For each WSI, we selected the top 1% of patches with the highest attention from CHIEF at 40× magnification. We excluded WSIs with fewer than 100 image patches. We employed Hover-Net⁶⁴ trained with pathologists’ annotations in the PanNuke dataset (including tumor cells, lymphocytes, stromal cells, necrotic cells, and epithelial cells) for cell segmentation and classification. We compared the cell type compositions across different patient groups. a. Colorectal cancer samples with MSI-high status have significantly more tumor-infiltrating lymphocytes in the high-attention regions (unadjusted two-sided Mann-Whitney U test P-value=0.00052 in PAIP2020, P-value=0.00016 in CPTAC-COAD). b. IDH wild-type glioma samples have significantly more necrotic cells (unadjusted two-sided Mann-Whitney U test P-value=0.00006 in TCGA-GBM and P-value=0.000001 in TCGA-LGG). c. Samples from longer-term colorectal cancer survivors have a larger number of stromal cells, more tumor-infiltrating lymphocytes, and fewer tumor cells in the high-attention regions, compared with those with shorter-term survival. Samples from shorter-term lung squamous cell carcinoma survivors have a larger fraction of tumor cells and smaller fractions of lymphocytes and epithelial cells in the high-attention regions, compared with those with longer-term survival. These analyses included samples from PAIP2020 (n=77), CPTAC-COAD (n=221), TCGA-GBM (n=825), TCGA-LGG (n=834), TCGA-COADREAD (n=520), and TCGA-LUSC (n=400). In these box plots, the central lines indicate the median, box bounds are the 25th and 75th percentiles, and whiskers extend to 1.5 times the interquartile range.

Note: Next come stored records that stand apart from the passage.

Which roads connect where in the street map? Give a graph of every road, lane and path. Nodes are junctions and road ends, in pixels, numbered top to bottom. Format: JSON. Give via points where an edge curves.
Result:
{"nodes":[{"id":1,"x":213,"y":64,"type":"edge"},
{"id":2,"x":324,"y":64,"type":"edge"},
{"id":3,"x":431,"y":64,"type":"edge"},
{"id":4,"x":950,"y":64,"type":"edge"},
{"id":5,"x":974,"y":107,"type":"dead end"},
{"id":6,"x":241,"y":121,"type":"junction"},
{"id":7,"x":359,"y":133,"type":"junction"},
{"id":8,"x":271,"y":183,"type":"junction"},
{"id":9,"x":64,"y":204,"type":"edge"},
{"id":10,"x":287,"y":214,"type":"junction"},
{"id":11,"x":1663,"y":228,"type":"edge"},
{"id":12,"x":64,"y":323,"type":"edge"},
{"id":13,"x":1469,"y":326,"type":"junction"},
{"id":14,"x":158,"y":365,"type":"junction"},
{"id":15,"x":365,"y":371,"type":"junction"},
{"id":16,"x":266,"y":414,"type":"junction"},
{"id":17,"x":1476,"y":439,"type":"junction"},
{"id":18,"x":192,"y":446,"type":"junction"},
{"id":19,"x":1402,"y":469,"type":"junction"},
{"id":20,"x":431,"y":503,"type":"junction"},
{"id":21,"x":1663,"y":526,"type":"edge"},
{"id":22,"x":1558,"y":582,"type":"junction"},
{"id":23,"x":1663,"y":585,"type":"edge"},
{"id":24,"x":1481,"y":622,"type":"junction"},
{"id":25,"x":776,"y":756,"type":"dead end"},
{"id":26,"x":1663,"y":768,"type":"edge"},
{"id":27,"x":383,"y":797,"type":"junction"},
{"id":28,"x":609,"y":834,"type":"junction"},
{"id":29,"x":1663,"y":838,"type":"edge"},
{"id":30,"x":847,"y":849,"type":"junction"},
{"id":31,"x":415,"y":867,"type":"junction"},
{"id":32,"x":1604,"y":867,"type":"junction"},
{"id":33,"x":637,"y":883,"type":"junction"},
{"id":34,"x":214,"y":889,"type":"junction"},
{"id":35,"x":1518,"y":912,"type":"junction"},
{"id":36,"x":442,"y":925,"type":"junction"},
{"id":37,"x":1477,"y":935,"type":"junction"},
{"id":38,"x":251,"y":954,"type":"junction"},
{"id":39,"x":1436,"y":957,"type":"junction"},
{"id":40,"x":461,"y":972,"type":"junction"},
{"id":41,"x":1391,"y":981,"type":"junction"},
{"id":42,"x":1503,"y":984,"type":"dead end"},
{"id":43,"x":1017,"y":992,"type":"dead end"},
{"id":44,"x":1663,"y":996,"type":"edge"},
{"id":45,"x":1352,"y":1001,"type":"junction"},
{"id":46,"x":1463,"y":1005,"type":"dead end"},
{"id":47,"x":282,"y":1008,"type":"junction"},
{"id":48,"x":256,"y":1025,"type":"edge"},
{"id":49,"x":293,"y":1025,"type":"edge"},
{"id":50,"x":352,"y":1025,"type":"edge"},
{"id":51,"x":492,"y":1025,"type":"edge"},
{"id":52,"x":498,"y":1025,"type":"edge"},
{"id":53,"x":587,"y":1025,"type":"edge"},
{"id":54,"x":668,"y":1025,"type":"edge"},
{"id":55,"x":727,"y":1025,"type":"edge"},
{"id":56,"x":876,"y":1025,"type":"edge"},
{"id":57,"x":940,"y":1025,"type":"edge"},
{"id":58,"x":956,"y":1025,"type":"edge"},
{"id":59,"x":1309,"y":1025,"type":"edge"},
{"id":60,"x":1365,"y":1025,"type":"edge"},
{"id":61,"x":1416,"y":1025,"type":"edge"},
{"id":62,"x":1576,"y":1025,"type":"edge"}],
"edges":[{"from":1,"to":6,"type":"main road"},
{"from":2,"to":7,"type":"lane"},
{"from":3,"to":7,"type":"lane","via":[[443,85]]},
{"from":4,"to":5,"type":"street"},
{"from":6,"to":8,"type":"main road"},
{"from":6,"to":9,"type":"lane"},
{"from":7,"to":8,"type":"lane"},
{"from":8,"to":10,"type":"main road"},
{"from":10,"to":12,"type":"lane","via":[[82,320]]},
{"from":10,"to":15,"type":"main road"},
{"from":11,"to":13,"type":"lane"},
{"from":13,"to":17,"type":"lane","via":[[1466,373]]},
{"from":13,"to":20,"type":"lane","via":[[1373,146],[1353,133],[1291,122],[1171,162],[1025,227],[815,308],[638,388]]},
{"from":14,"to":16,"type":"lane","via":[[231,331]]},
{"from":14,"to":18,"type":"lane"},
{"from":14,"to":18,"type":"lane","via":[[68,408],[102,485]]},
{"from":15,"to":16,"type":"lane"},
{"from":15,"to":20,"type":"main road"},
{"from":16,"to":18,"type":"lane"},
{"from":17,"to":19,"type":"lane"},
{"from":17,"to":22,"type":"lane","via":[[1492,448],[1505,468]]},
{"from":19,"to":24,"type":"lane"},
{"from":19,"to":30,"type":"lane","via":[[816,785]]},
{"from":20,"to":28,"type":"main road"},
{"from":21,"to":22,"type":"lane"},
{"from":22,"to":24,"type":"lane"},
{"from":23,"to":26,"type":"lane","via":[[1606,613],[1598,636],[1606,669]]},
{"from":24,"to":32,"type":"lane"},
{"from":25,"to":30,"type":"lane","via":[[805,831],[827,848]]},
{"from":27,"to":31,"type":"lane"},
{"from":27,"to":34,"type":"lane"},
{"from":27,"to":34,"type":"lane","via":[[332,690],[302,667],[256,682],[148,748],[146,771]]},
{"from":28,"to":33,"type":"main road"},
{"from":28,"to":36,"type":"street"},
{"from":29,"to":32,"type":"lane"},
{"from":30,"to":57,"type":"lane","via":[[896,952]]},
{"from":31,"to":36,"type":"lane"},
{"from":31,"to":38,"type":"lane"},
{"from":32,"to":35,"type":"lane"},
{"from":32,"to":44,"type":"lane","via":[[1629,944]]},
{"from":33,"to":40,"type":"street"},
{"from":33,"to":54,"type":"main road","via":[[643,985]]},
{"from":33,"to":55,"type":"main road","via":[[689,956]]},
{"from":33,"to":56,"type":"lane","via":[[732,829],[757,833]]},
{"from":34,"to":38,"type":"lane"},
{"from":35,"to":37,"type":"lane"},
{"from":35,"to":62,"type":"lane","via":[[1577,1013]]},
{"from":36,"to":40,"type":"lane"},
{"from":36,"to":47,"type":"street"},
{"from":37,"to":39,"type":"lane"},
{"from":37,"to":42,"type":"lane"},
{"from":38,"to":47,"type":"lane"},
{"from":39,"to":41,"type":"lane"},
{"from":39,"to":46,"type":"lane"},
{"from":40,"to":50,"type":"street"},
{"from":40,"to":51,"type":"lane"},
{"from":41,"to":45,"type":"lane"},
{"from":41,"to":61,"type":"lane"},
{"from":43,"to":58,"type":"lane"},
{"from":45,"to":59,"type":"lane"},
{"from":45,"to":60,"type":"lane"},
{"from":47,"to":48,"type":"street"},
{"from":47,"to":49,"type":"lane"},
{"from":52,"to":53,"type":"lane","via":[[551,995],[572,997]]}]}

In these figures, one star (*), two stars (**), three stars (***), and four stars (****) represent P-value < 0.05, P-value < 0.01, P-value < 0.001, and P-value < 0.0001, respectively.

Data Availability

This work utilized 16 pathology datasets from large research consortia, including TCGA (https://portal.gdc.cancer.gov), GTEx (https://www.gtexportal.org/home/), PAIP (http://www.wisepaip.org/paip), PANDA (https://www.kaggle.com/c/prostate-cancer-grade-assessment), BCC (https://datahub.aida.scilifelab.se/10.23698/aida/bccc), ACROBAT (https://doi.org/10.48723/w728-p041), BCNB (https://bcnb.grand-challenge.org/), TOC (https://www.cancerimagingarchive.net/collection/ovarian-bevacizumab-response/), CPTAC (https://portal.gdc.cancer.gov), DROID-breast (https://datahub.aida.scilifelab.se/10.23698/aida/drbr), Dataset-PT (https://github.com/CSU-BME/pathology_SSL), Diagset-B (https://github.com/michalkoziarski/DiagSet), MUV (https://doi.org/10.25493/WQ48-ZGX), and PLCO (https://cdas.cancer.gov/plco/). Additional datasets, PAIP2020 and TissueNet, can be requested from the respective data science challenge organizers: PAIP2020 (https://paip2020.grand-challenge.org/) and TissueNet (https://www.drivendata.org/competitions/67/competition-cervical-biopsy/). Supplementary Table 22 provides the links to the raw data from these sources. We obtained institutional data for CHIEF pretraining and validation from Dana–Farber Cancer Institute, Brigham & Women’s Hospital, Yuhuangding Hospital, Shenzhen Maternity & Child Healthcare Hospital, Chongqing University Cancer Hospital, and the Hospital of the University of Pennsylvania. These data are not publicly available due to patient privacy obligations, IRB, and Data Use Agreement requirements. Researchers may obtain de-identified data directly from Dana-Farber Cancer Institute, Brigham and Women’s Hospital, Yuhuangding Hospital, Shenzhen Maternity & Child Healthcare Hospital, Chongqing University Cancer Hospital, and the Hospital of the University of Pennsylvania by reasonable request and subject to institutional ethical approvals. Data access inquiries could be directed to the corresponding author (Kun-Hsing_Yuhms.harvard.edu). We aim to forward all requests to the managers of these institutional datasets within 2 weeks, and these requests will be evaluated according to their institutional policies. Data is strictly for non-commercial academic use only. This study relies on retrospective analysis of anonymized pathology slides.